::: Data supplied :::
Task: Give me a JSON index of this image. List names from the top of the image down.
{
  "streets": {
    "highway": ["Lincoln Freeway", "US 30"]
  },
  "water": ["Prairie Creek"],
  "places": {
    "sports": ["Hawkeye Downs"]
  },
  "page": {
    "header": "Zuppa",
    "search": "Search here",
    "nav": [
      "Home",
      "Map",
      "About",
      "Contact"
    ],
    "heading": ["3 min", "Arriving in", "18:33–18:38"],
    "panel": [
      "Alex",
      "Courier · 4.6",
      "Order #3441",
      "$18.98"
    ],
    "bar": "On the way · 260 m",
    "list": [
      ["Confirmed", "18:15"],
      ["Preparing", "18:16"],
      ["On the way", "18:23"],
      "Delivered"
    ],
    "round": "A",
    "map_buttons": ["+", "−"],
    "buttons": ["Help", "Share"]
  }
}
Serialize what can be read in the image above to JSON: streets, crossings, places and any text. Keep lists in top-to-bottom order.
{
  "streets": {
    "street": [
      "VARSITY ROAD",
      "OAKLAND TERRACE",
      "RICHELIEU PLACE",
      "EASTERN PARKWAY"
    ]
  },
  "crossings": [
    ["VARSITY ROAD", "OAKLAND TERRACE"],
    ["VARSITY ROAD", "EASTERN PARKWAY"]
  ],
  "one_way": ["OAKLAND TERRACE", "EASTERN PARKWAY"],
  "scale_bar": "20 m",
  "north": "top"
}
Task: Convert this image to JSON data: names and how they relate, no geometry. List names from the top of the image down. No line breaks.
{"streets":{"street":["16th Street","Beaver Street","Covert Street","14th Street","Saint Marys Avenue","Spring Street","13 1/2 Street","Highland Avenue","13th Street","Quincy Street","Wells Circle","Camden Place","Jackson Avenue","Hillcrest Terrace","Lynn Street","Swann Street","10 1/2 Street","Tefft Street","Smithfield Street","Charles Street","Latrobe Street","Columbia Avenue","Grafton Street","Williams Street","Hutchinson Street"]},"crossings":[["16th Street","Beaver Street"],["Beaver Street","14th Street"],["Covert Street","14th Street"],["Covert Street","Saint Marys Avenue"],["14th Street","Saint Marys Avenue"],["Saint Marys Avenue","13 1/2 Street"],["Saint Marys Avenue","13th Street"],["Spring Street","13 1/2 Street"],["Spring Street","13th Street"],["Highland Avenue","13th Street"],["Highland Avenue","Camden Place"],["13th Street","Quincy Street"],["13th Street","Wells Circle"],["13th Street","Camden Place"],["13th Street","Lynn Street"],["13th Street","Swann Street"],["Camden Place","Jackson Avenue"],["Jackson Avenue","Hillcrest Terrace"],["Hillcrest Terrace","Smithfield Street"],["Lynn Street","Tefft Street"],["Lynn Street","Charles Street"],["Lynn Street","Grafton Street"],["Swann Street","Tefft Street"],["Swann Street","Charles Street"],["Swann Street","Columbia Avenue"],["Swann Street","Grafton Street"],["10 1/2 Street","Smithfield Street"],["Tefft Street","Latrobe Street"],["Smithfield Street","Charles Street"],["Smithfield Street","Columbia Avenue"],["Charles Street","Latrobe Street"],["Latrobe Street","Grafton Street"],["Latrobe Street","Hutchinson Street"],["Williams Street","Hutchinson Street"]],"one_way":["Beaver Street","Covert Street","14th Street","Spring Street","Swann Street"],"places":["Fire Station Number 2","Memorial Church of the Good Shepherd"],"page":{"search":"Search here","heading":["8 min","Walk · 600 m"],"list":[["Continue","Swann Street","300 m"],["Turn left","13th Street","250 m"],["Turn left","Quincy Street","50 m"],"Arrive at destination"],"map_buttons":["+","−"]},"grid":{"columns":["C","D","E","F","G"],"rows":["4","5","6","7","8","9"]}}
:::
### Your task
Your answer must consist of every line from the listing that holds the string "EASTERN".

### Solution below
      "EASTERN PARKWAY"
    ["VARSITY ROAD", "EASTERN PARKWAY"]
  "one_way": ["OAKLAND TERRACE", "EASTERN PARKWAY"],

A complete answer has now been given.